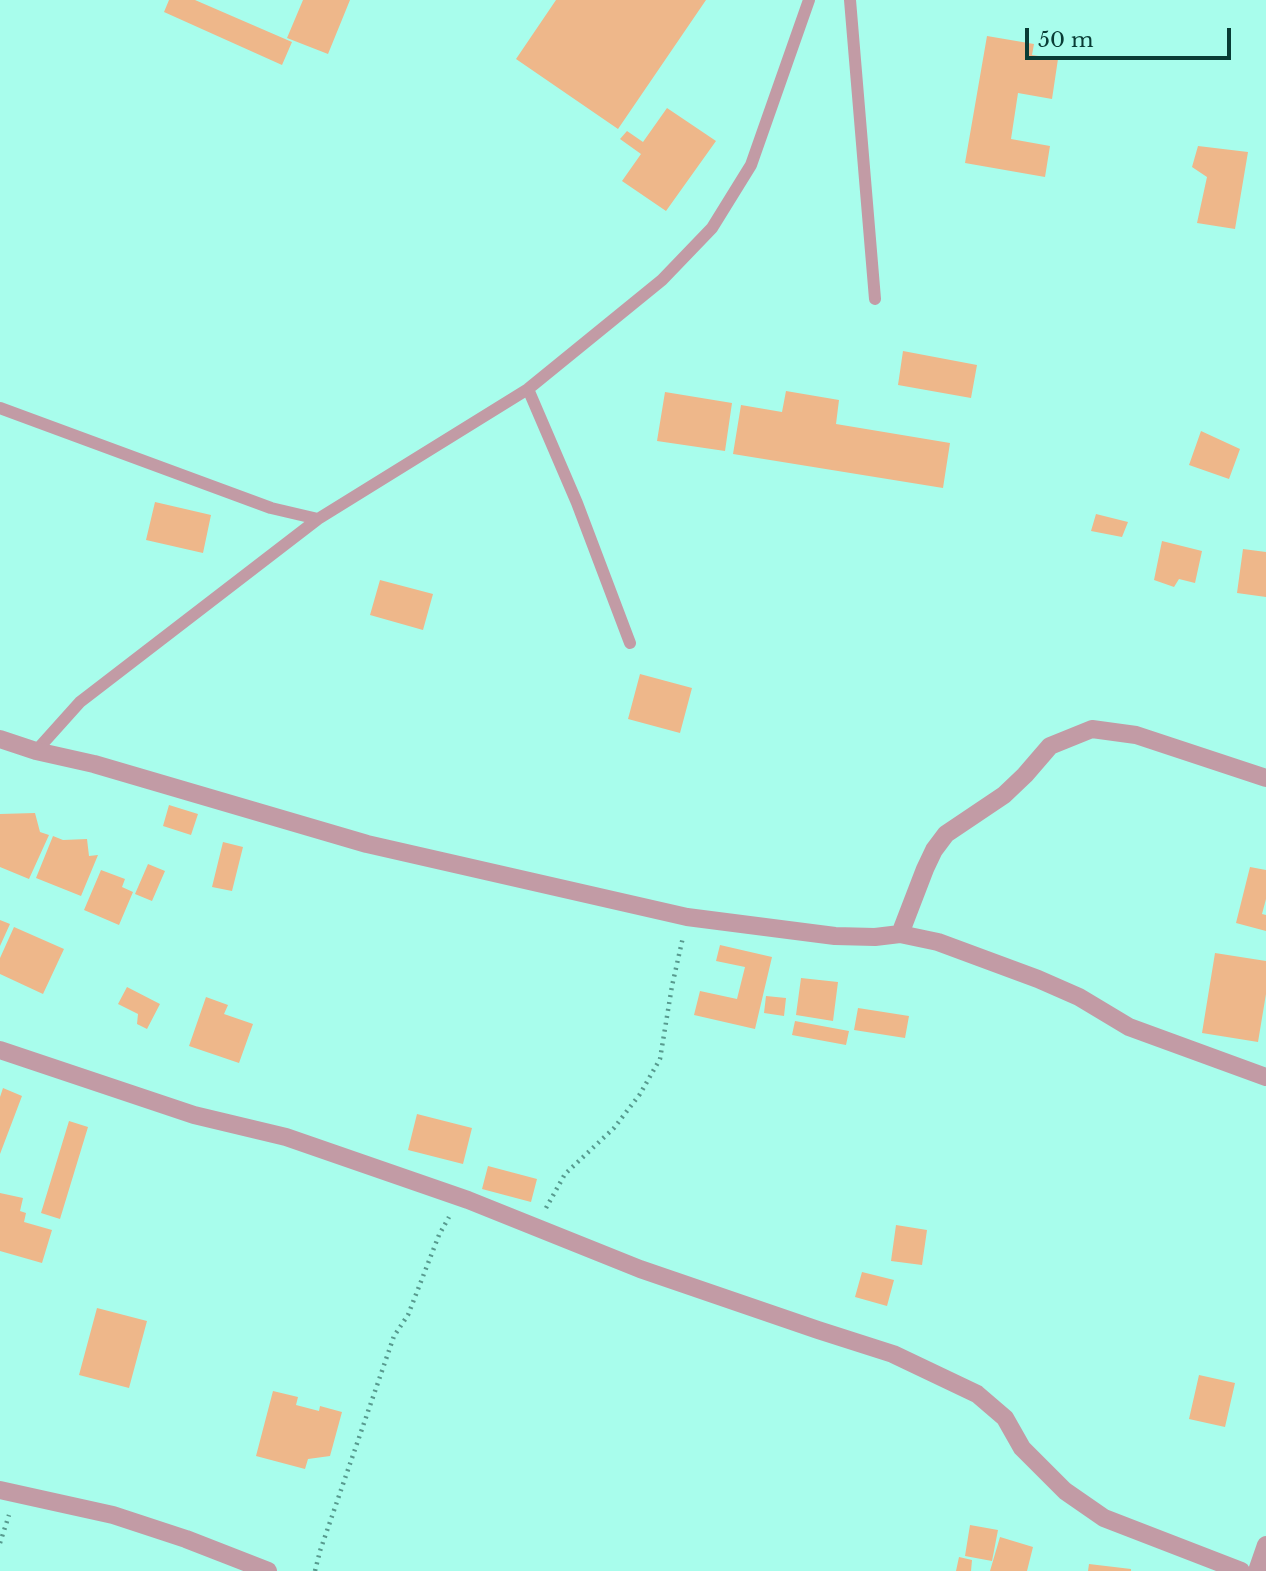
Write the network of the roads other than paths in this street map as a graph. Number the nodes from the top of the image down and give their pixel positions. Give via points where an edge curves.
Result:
1 (809, 0) edge
2 (850, 0) edge
3 (875, 299) dead end
4 (528, 389) junction
5 (0, 408) edge
6 (318, 519) junction
7 (630, 643) dead end
8 (0, 739) edge
9 (36, 751) junction
10 (1266, 778) edge
11 (900, 933) junction
12 (0, 1051) edge
13 (1266, 1077) edge
14 (8, 1492) edge
15 (1266, 1545) edge
16 (268, 1571) edge
17 (1241, 1571) edge
18 (1256, 1571) edge

1 - 4 lane via 751,165 712,228 662,280
2 - 3 lane
4 - 6 lane
4 - 7 lane
5 - 6 lane via 271,508
6 - 9 lane via 80,702
8 - 9 street
9 - 11 street via 368,844 687,917 835,936
10 - 11 street via 1136,735 1093,729 1050,746 1004,796 946,834 925,869
11 - 13 street via 1038,979 1129,1027
12 - 17 street via 194,1115 286,1138 474,1202 640,1269 893,1354 977,1394 1005,1418 1021,1448 1065,1491 1104,1518
14 - 16 street via 113,1516
15 - 18 street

● **What you are asked to do**
Without any pictures, output the entries above exactly as they appear.

● **Answer section**
Write the network of the roads other than paths in this street map as a graph. Number the nodes from the top of the image down and give their pixel positions. Give via points where an edge curves.
Result:
1 (809, 0) edge
2 (850, 0) edge
3 (875, 299) dead end
4 (528, 389) junction
5 (0, 408) edge
6 (318, 519) junction
7 (630, 643) dead end
8 (0, 739) edge
9 (36, 751) junction
10 (1266, 778) edge
11 (900, 933) junction
12 (0, 1051) edge
13 (1266, 1077) edge
14 (8, 1492) edge
15 (1266, 1545) edge
16 (268, 1571) edge
17 (1241, 1571) edge
18 (1256, 1571) edge

1 - 4 lane via 751,165 712,228 662,280
2 - 3 lane
4 - 6 lane
4 - 7 lane
5 - 6 lane via 271,508
6 - 9 lane via 80,702
8 - 9 street
9 - 11 street via 368,844 687,917 835,936
10 - 11 street via 1136,735 1093,729 1050,746 1004,796 946,834 925,869
11 - 13 street via 1038,979 1129,1027
12 - 17 street via 194,1115 286,1138 474,1202 640,1269 893,1354 977,1394 1005,1418 1021,1448 1065,1491 1104,1518
14 - 16 street via 113,1516
15 - 18 street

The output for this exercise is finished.